Metadata-Version: 2.1
Name: deepquantiles
Version: 0.0.2
Summary: Deep Continuous Quantile Regression
Home-page: https://github.com/ig248/deepquantiles
Author: Igor Gotlibovych
Author-email: igor.gotlibovych@gmail.com
License: MIT
Platform: UNKNOWN
Classifier: Intended Audience :: Developers
Classifier: Operating System :: OS Independent
Classifier: Programming Language :: Python
Classifier: Programming Language :: Python :: 3
Classifier: Programming Language :: Python :: 3.6
Description-Content-Type: text/markdown
Requires-Dist: keras
Requires-Dist: scikit-learn

[![PyPI version](https://badge.fury.io/py/deepquantiles.svg)](https://badge.fury.io/py/deepquantiles)
[![Build Status](https://travis-ci.com/ig248/deepquantiles.svg?branch=master)](https://travis-ci.com/ig248/deepquantiles)
[![Coverage Status](https://codecov.io/gh/ig248/deepquantiles/branch/master/graph/badge.svg)](https://codecov.io/gh/ig248/deepquantiles)

# Deep Continuous Quantile Regression
This package explores different approaches to learning the uncertainty,
and, more generally, the conditional distribution of the target variable. We introduce a new type of network, the "Deep Continuous Quantile Regression Network", that approximates the inverse conditional CDF directly by a mult-layer perceptron, instead of relying on variational methods which require priors on the functional form of the distribution. In many cases we find that it presents a robust alternative to well-known Mixture Density Networks`.

![](https://raw.githubusercontent.com/ig248/deepquantiles/master/README_pics/comparison_good_MDN_good_CDF.png)

This is particularily important when

- the mean of the target variable is not sufficient for the use case
- the errors are heteroscedastic, i.e. vary depending on input features
- the errors are skewed, making a single summary statistic such as variance inadequate.

![](https://raw.githubusercontent.com/ig248/deepquantiles/master/README_pics/comparison_skewed_samples.png)

We explore two main approches:
1. fitting a mixture density model
2. learning the location of conditional qunatiles, `q`, of the distribution.
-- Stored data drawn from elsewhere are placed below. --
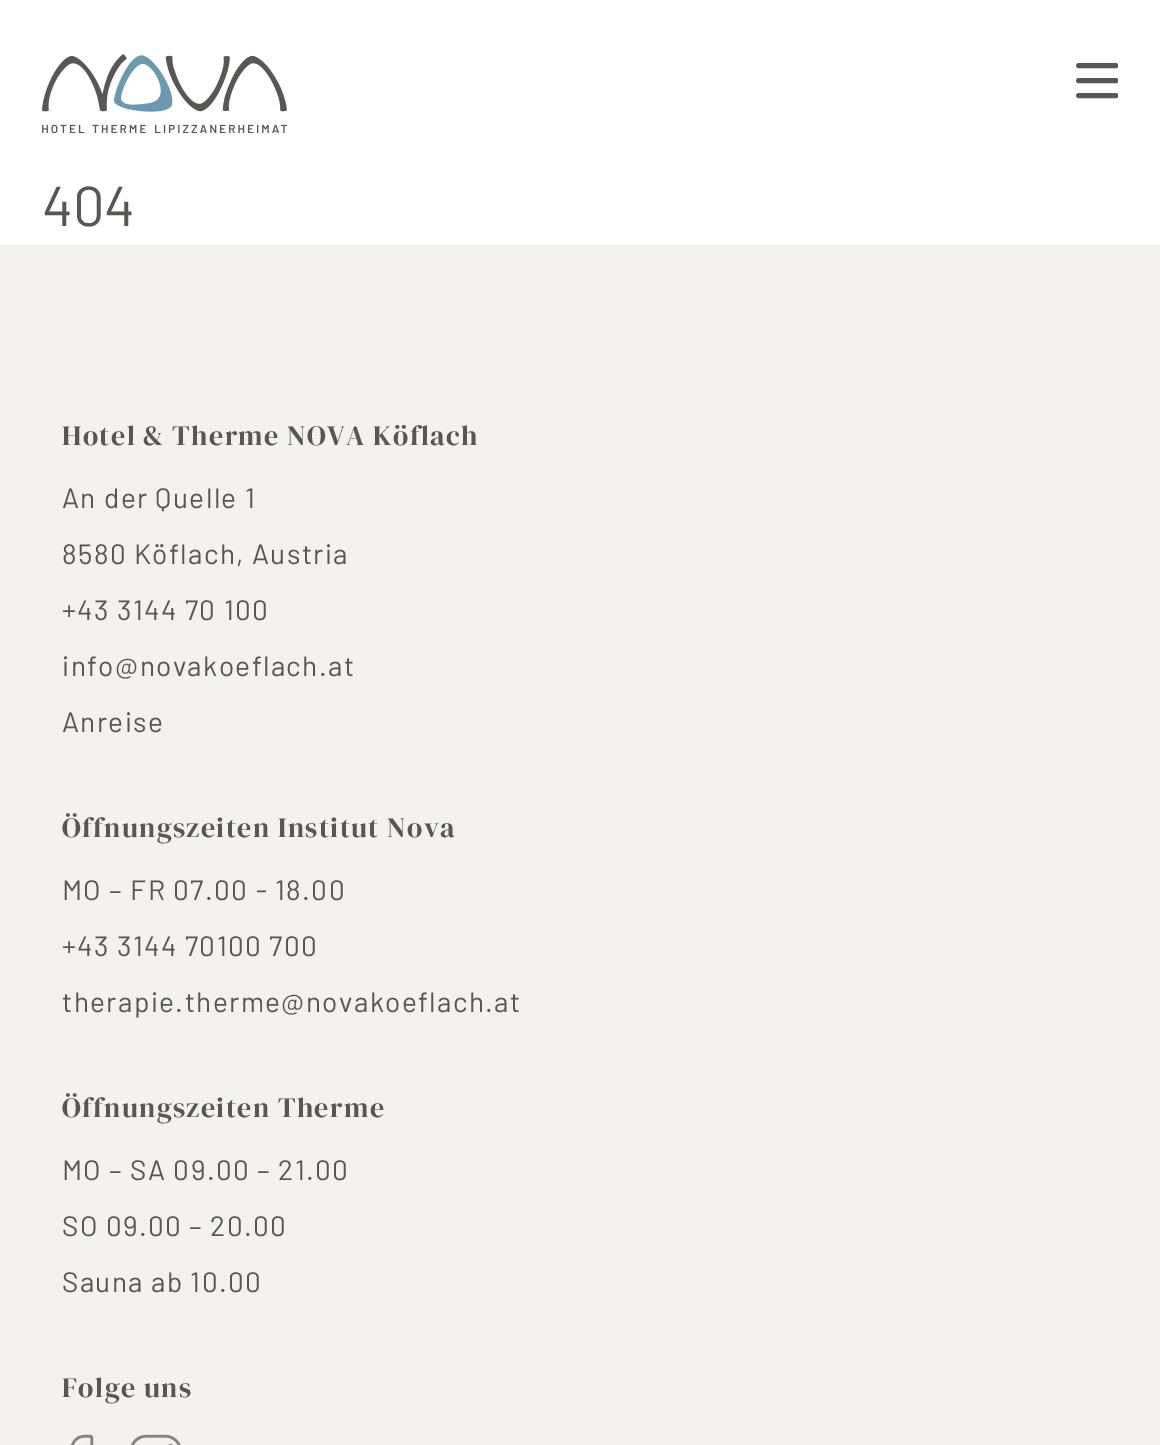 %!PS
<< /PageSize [1160 1445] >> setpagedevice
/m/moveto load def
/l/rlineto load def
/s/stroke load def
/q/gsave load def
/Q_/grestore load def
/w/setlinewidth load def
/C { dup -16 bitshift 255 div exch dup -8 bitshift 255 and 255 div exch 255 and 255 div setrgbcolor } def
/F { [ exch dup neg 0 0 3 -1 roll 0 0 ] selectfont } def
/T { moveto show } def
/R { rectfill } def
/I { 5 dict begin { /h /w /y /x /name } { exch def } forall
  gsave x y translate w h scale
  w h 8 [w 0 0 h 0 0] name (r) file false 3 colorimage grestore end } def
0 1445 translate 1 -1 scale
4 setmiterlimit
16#FFFFFF C
0 0 1160 1445 R
(1.rgb) 42 54 245 79 I
q
1076 60 42 42 rectclip
16#575756 C
4.9 w
1 setlinecap
1 setlinejoin
1078.5 65.5 m 37.5 0 l 1078.5 80.5 m 37.5 0 l 1078.5 95.5 m 37.5 0 l s
Q_
/Barlow-Regular 56 F
16#575756 C
(404) 42 226 T
16#F3F2F1 C
0 245 1160 1200 R
/DMSerifDisplay-Regular 28 F
16#575756 C
62 445 m 1.4 0 (Hotel & Therme NOVA Köflach) ashow
/Barlow-Regular 28 F
62 508 m 1.4 0 (An der Quelle 1) ashow
62 564 m 1.4 0 (8580 Köflach, Austria) ashow
62 620 m 1.4 0 (+43 3144 70 100) ashow
62 676 m 1.4 0 (info@novakoeflach.at) ashow
62 732 m 1.4 0 (Anreise) ashow
/DMSerifDisplay-Regular 28 F
62 837 m 1.4 0 (Öffnungszeiten Institut Nova) ashow
/Barlow-Regular 28 F
62 900 m 1.4 0 (MO – FR 07.00 - 18.00) ashow
62 956 m 1.4 0 (+43 3144 70100 700) ashow
62 1012 m 1.4 0 (therapie.therme@novakoeflach.at) ashow
/DMSerifDisplay-Regular 28 F
62 1117 m 1.4 0 (Öffnungszeiten Therme) ashow
/Barlow-Regular 28 F
62 1180 m 1.4 0 (MO – SA 09.00 – 21.00) ashow
62 1236 m 1.4 0 (SO 09.00 – 20.00) ashow
62 1292 m 1.4 0 (Sauna ab 10.00) ashow
/DMSerifDisplay-Regular 28 F
62 1397 m 1.4 0 (Folge uns) ashow
(2.rgb) 71 1434 23 11 I
(3.rgb) 131 1434 50 11 I
showpage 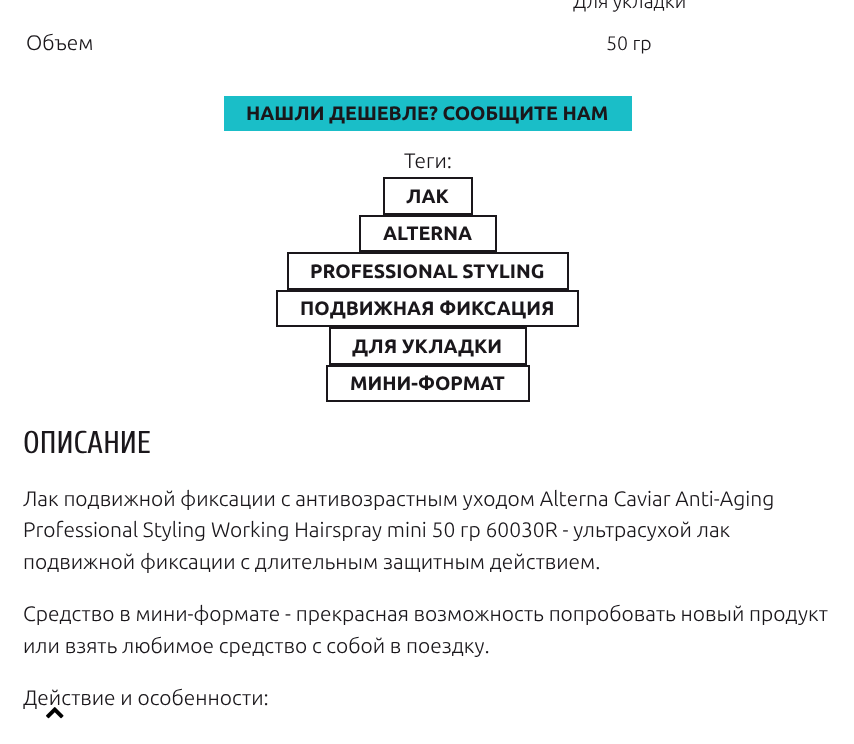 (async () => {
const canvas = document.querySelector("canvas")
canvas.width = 854
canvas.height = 744
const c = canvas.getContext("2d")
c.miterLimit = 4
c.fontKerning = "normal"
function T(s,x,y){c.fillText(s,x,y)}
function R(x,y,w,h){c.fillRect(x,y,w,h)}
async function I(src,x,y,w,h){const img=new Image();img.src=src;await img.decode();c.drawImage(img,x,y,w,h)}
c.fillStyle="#fff"
R(0,0,854,744)
c.font="300 19.5px Ubuntu"
c.fillStyle="#1a171b"
T("Для укладки",573,8)
c.font="300 21px Ubuntu"
T("Объем",26,50)
c.font="300 19.5px Ubuntu"
T("50 гр",606,50)
c.fillStyle="#1abec8"
R(224,96,408,35)
c.font="bold 19.5px Ubuntu"
c.fillStyle="#1a171b"
T("НАШЛИ ДЕШЕВЛЕ? СООБЩИТЕ НАМ",246,120)
c.font="300 21px Ubuntu"
T("Теги:",404,168)
c.strokeStyle="#1a171b"
c.lineWidth=2
c.strokeRect(384,178,88,36)
c.font="bold 19.5px Ubuntu"
T("ЛАК",406,203)
c.strokeRect(360,216,136,35)
T("ALTERNA",383,240)
c.strokeRect(288,253,280,36)
T("PROFESSIONAL STYLING",310,278)
c.strokeRect(277,291,301,35)
T("ПОДВИЖНАЯ ФИКСАЦИЯ",300,315)
c.strokeRect(330,328,196,36)
T("ДЛЯ УКЛАДКИ",352,353)
c.strokeRect(327,366,202,35)
T("МИНИ-ФОРМАТ",350,390)
c.font="31.5px Cuprum"
T("ОПИСАНИЕ",23,453)
c.font="300 21px Ubuntu"
T("Лак подвижной фиксации с антивозрастным уходом Alterna Caviar Anti-Aging",23,506)
T("Professional Styling Working Hairspray mini 50 гр 60030R - ультрасухой лак",23,537)
T("подвижной фиксации с длительным защитным действием.",23,569)
T("Средство в мини-формате - прекрасная возможность попробовать новый продукт",23,621)
T("или взять любимое средство с собой в поездку.",23,653)
T("Действие и особенности:",23,705)
await I("1.png",46,707,18,12)
})() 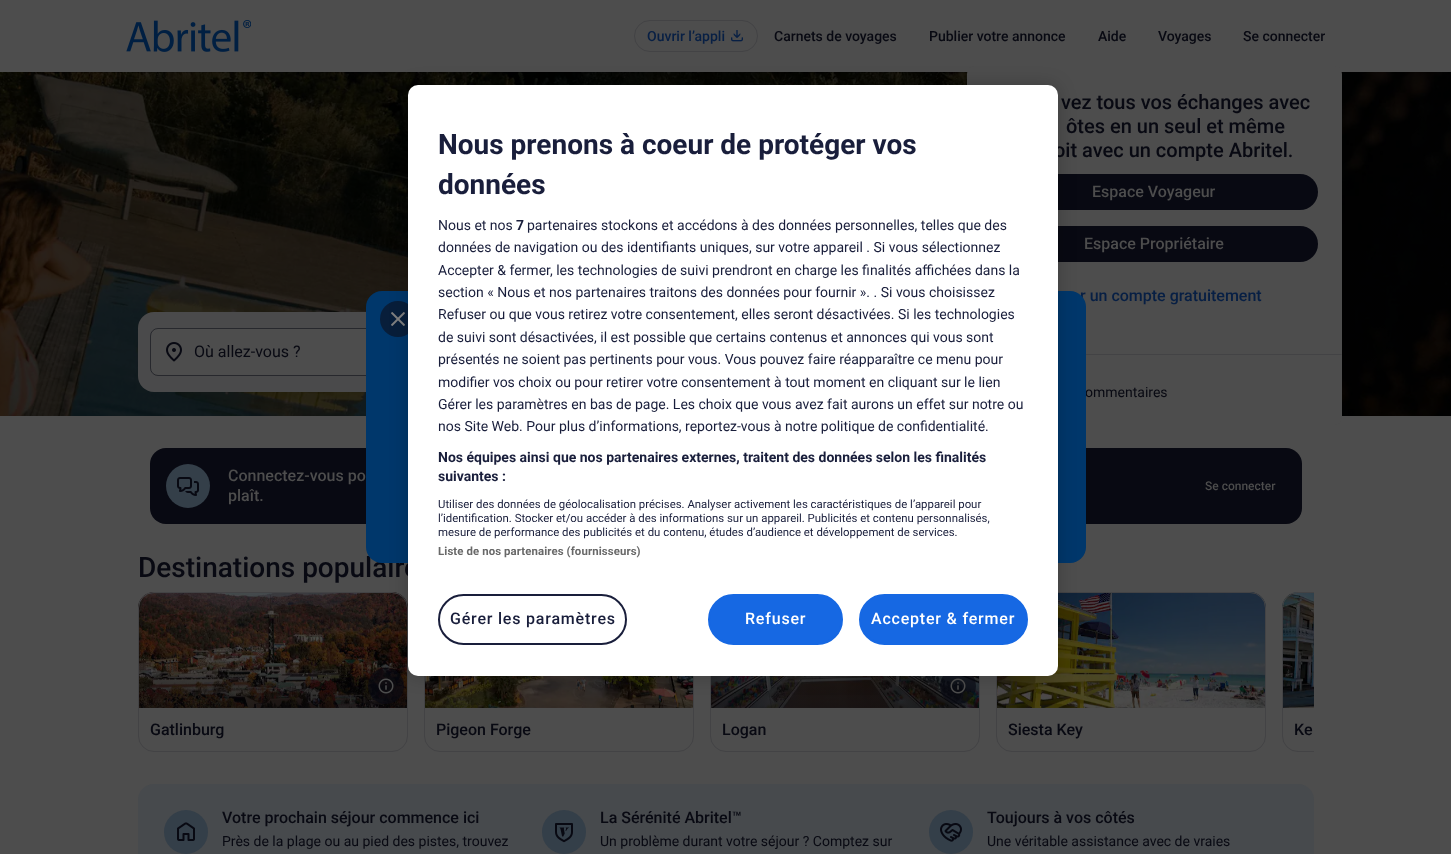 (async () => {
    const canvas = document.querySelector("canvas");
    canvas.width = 1451;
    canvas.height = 854;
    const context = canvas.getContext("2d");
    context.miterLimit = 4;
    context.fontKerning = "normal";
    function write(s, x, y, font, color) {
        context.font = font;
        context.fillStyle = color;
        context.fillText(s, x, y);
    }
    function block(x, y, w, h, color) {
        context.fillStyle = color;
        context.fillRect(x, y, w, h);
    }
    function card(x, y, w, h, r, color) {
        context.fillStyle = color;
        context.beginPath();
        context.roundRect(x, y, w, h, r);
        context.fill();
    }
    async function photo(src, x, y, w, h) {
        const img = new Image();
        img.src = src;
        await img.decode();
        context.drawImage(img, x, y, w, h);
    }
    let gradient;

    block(0, 0, 1451, 854, "rgb(77, 77, 77)");
    await photo("media/3.png", 0, 72, 1451, 344);
    block(46, 72, 1157, 1, "rgba(4, 4, 9, 0.12)");
    await photo("media/1.png", 126, 20, 125, 32);
    context.beginPath();
    context.roundRect(634.5, 20.5, 123, 31, 15.5);
    context.strokeStyle = "rgb(67, 67, 69)";
    context.stroke();
    write("Ouvrir l’appli", 647, 41, "500 14px Roboto", "rgb(7, 31, 68)");
    await photo("media/2.png", 731, 30, 12, 12);
    write("Carnets de voyages", 774, 41, "500 14px Roboto", "rgb(8, 9, 18)");
    write("Publier votre annonce", 929, 41, "500 14px Roboto", "rgb(8, 9, 18)");
    write("Se connecter", 1243, 41, "500 14px Roboto", "rgb(8, 9, 18)");
    card(138, 312, 1176, 80, 16, "rgb(74, 74, 75)");
    card(967, 66, 375, 359, 8, "rgb(77, 77, 77)");
    write("vez tous vos échanges avec", 1061, 109, "500 20px Roboto", "rgb(8, 9, 18)");
    write("ôtes en un seul et même", 1066, 133, "500 20px Roboto", "rgb(8, 9, 18)");
    write("oit avec un compte Abritel.", 1054, 157, "500 20px Roboto", "rgb(8, 9, 18)");
    card(991, 174, 327, 36, 18, "rgb(8, 9, 18)");
    write("Espace Voyageur", 1092, 197, "500 16px Roboto", "rgb(77, 77, 77)");
    card(991, 226, 327, 36, 18, "rgb(8, 9, 18)");
    write("Espace Propriétaire", 1084, 249, "500 16px Roboto", "rgb(77, 77, 77)");
    write("r un compte gratuitement", 1080, 301, "500 16px Roboto", "rgb(7, 31, 68)");
    block(1086, 354, 256, 1, "rgb(67, 67, 69)");
    block(1341, 354, 1, 1, "rgb(72, 72, 72)");
    write("ommentaires", 1085, 397, "14px Roboto", "rgb(8, 9, 18)");
    write("Aide", 1098, 41, "500 14px Roboto", "rgb(8, 9, 18)");
    write("Voyages", 1158, 41, "500 14px Roboto", "rgb(8, 9, 18)");
    context.fillStyle = "rgb(77, 77, 77)";
    context.beginPath();
    context.roundRect(150.5, 328.5, 333, 47, 7.5);
    context.fill();
    context.strokeStyle = "rgb(39, 40, 45)";
    context.stroke();
    await photo("media/4.png", 166, 342, 16, 20);
    write("Où allez-vous ?", 194, 357, "16px Roboto", "rgb(8, 9, 18)");
    card(150, 448, 1152, 76, 16, "rgb(8, 9, 18)");
    write("Destinations populaire", 138, 577, "500 28px Roboto", "rgb(8, 9, 18)");
    card(366, 291, 720, 272, 16, "rgb(0, 55, 107)");
    context.fillStyle = "rgb(8, 30, 58)";
    context.beginPath();
    context.arc(398, 319, 18, 0, Math.PI * 2);
    context.fill();
    await photo("media/5.png", 391, 312, 14, 14);
    context.fillStyle = "rgb(52, 63, 73)";
    context.beginPath();
    context.arc(188, 486, 22, 0, Math.PI * 2);
    context.fill();
    await photo("media/6.png", 177, 477, 22, 19);
    write("Connectez-vous po", 228, 481, "500 16px Roboto", "rgb(77, 77, 77)");
    write("plaît.", 228, 501, "500 16px Roboto", "rgb(77, 77, 77)");
    write("Se connecter", 1205, 490, "500 12px Roboto", "rgb(77, 77, 77)");
    await photo("media/7.png", 138, 592, 270, 116);
    await photo("media/8.png", 138, 592, 270, 116);
    gradient = context.createLinearGradient(273, 640, 273, 714);
    gradient.addColorStop(0.22, "rgba(4, 4, 9, 0)");
    gradient.addColorStop(0.43, "rgba(4, 4, 9, 0.11)");
    gradient.addColorStop(0.67, "rgba(4, 4, 9, 0.32)");
    gradient.addColorStop(1, "rgba(4, 4, 9, 0.5)");
    context.fillStyle = gradient;
    context.fillRect(139, 662, 268, 46);
    context.beginPath();
    context.roundRect(138.5, 592.5, 269, 159, 15.5);
    context.strokeStyle = "rgb(67, 67, 69)";
    context.stroke();
    context.fillStyle = "rgba(8, 9, 18, 0.64)";
    context.beginPath();
    context.arc(386, 686, 18, 0, Math.PI * 2);
    context.fill();
    await photo("media/9.png", 378, 678, 16, 16);
    write("Gatlinburg", 150, 735, "500 16px Roboto", "rgb(8, 9, 18)");
    await photo("media/10.png", 425, 707, 268, 1);
    await photo("media/11.png", 425, 676, 268, 32);
    context.beginPath();
    context.roundRect(424.5, 592.5, 269, 159, 15.5);
    context.stroke();
    write("Pigeon Forge", 436, 735, "500 16px Roboto", "rgb(8, 9, 18)");
    await photo("media/10.png", 711, 707, 268, 1);
    await photo("media/13.png", 711, 676, 268, 32);
    gradient = context.createLinearGradient(845, 640, 845, 714);
    gradient.addColorStop(0.22, "rgba(4, 4, 9, 0)");
    gradient.addColorStop(0.43, "rgba(4, 4, 9, 0.11)");
    gradient.addColorStop(0.67, "rgba(4, 4, 9, 0.32)");
    gradient.addColorStop(1, "rgba(4, 4, 9, 0.5)");
    context.fillStyle = gradient;
    context.fillRect(711, 676, 268, 32);
    context.beginPath();
    context.roundRect(710.5, 592.5, 269, 159, 15.5);
    context.stroke();
    context.fillStyle = "rgba(8, 9, 18, 0.64)";
    context.beginPath();
    context.arc(958, 686, 18, 0, Math.PI * 2);
    context.fill();
    await photo("media/12.png", 950, 678, 16, 16);
    write("Logan", 722, 735, "500 16px Roboto", "rgb(8, 9, 18)");
    await photo("media/14.png", 997, 592, 269, 116);
    await photo("media/15.png", 997, 592, 269, 116);
    context.beginPath();
    context.roundRect(996.5, 592.5, 269, 159, 15.5);
    context.stroke();
    write("Siesta Key", 1008, 735, "500 16px Roboto", "rgb(8, 9, 18)");
    await photo("media/16.png", 1282, 592, 32, 116);
    await photo("media/17.png", 1282, 592, 32, 116);
    context.save();
    context.beginPath();
    context.rect(138, 592, 1176, 160);
    context.clip();
    context.beginPath();
    context.roundRect(1282.5, 592.5, 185, 159, 15.5);
    context.stroke();
    context.restore();
    write("Ke", 1294, 735, "500 16px Roboto", "rgb(8, 9, 18)");
    card(138, 784, 1176, 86, 16, "rgb(71, 74, 77)");
    context.fillStyle = "rgb(52, 63, 73)";
    context.beginPath();
    context.arc(186, 832, 22, 0, Math.PI * 2);
    context.fill();
    await photo("media/18.png", 177, 822, 18, 19);
    write("Votre prochain séjour commence ici", 222, 823, "500 16px Roboto", "rgb(8, 9, 18)");
    write("Près de la plage ou au pied des pistes, trouvez", 222, 846, "14px Roboto", "rgb(8, 9, 18)");
    context.fillStyle = "rgb(52, 63, 73)";
    context.beginPath();
    context.arc(564, 832, 22, 0, Math.PI * 2);
    context.fill();
    await photo("media/19.png", 555, 823, 18, 20);
    write("La Sérénité Abritel™", 600, 823, "500 16px Roboto", "rgb(8, 9, 18)");
    write("Un problème durant votre séjour ? Comptez sur", 600, 846, "14px Roboto", "rgb(8, 9, 18)");
    context.fillStyle = "rgb(52, 63, 73)";
    context.beginPath();
    context.arc(951, 832, 22, 0, Math.PI * 2);
    context.fill();
    await photo("media/20.png", 940, 823, 22, 19);
    write("Toujours à vos côtés", 987, 823, "500 16px Roboto", "rgb(8, 9, 18)");
    write("Une véritable assistance avec de vraies", 987, 846, "14px Roboto", "rgb(8, 9, 18)");
    context.fillStyle = "rgba(0, 0, 0, 0.2)";
    context.filter = "blur(9px)";
    context.beginPath();
    context.roundRect(408, 85, 650, 591, 10);
    context.fill();
    context.filter = "none";
    card(408, 85, 650, 591, 10, "rgb(255, 255, 255)");
    write("Nous prenons à coeur de protéger vos", 438, 154, "bold 28px Roboto", "rgb(25, 30, 59)");
    write("données", 438, 194, "bold 28px Roboto", "rgb(25, 30, 59)");
    write("Nous et nos", 438, 230, "14px Roboto", "rgb(25, 30, 59)");
    write("7", 516, 230, "bold 14px Roboto", "rgb(25, 30, 59)");
    write("partenaires stockons et accédons à des données personnelles, telles que des", 527, 230, "14px Roboto", "rgb(25, 30, 59)");
    write("données de navigation ou des identifiants uniques, sur votre appareil . Si vous sélectionnez", 438, 252, "14px Roboto", "rgb(25, 30, 59)");
    write("Accepter & fermer, les technologies de suivi prendront en charge les finalités affichées dans la", 438, 275, "14px Roboto", "rgb(25, 30, 59)");
    write("section « Nous et nos partenaires traitons des données pour fournir ». . Si vous choisissez", 438, 297, "14px Roboto", "rgb(25, 30, 59)");
    write("Refuser ou que vous retirez votre consentement, elles seront désactivées. Si les technologies", 438, 319, "14px Roboto", "rgb(25, 30, 59)");
    write("de suivi sont désactivées, il est possible que certains contenus et annonces qui vous sont", 438, 342, "14px Roboto", "rgb(25, 30, 59)");
    write("présentés ne soient pas pertinents pour vous. Vous pouvez faire réapparaître ce menu pour", 438, 364, "14px Roboto", "rgb(25, 30, 59)");
    write("modifier vos choix ou pour retirer votre consentement à tout moment en cliquant sur le lien", 438, 387, "14px Roboto", "rgb(25, 30, 59)");
    write("Gérer les paramètres en bas de page. Les choix que vous avez fait aurons un effet sur notre ou", 438, 409, "14px Roboto", "rgb(25, 30, 59)");
    write("nos Site Web. Pour plus d’informations, reportez-vous à notre politique de confidentialité.", 438, 431, "14px Roboto", "rgb(25, 30, 59)");
    write("Nos équipes ainsi que nos partenaires externes, traitent des données selon les finalités", 438, 462, "bold 14px Roboto", "rgb(25, 30, 59)");
    write("suivantes :", 438, 481, "bold 14px Roboto", "rgb(25, 30, 59)");
    write("Utiliser des données de géolocalisation précises. Analyser activement les caractéristiques de l’appareil pour", 438, 508, "11.4px Roboto", "rgb(25, 30, 59)");
    write("l’identification. Stocker et/ou accéder à des informations sur un appareil. Publicités et contenu personnalisés,", 438, 522, "11.4px Roboto", "rgb(25, 30, 59)");
    write("mesure de performance des publicités et du contenu, études d’audience et développement de services.", 438, 536, "11.4px Roboto", "rgb(25, 30, 59)");
    context.letterSpacing = "0.1px";
    write("Liste de nos partenaires (fournisseurs)", 438, 555, "bold 11.4px Roboto", "rgb(105, 105, 105)");
    context.beginPath();
    context.roundRect(439, 595, 187, 49, 24.5);
    context.strokeStyle = "rgb(25, 30, 59)";
    context.lineWidth = 2;
    context.stroke();
    context.letterSpacing = "0.8px";
    write("Gérer les paramètres", 450, 624, "500 16px Roboto", "rgb(25, 30, 59)");
    context.fillStyle = "rgb(22, 104, 227)";
    context.beginPath();
    context.roundRect(709, 595, 133, 49, 24.5);
    context.fill();
    context.strokeStyle = "rgb(22, 104, 227)";
    context.stroke();
    write("Refuser", 745, 624, "500 16px Roboto", "rgb(255, 255, 255)");
    context.fillStyle = "rgb(22, 104, 227)";
    context.beginPath();
    context.roundRect(860, 595, 167, 49, 24.5);
    context.fill();
    context.stroke();
    write("Accepter & fermer", 871, 624, "500 16px Roboto", "rgb(255, 255, 255)");
})();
Our mixture density network exploits an implementation trick to achieve negative-log-likelihood minimisation in `keras`.

![](https://raw.githubusercontent.com/ig248/deepquantiles/master/README_pics/mdn.png)

Same trick is useed to optimize the "pinball" loss in quantile regression networks, and in fact can be used to optimize an arbitrary loss function of `(X, y, y_hat)`.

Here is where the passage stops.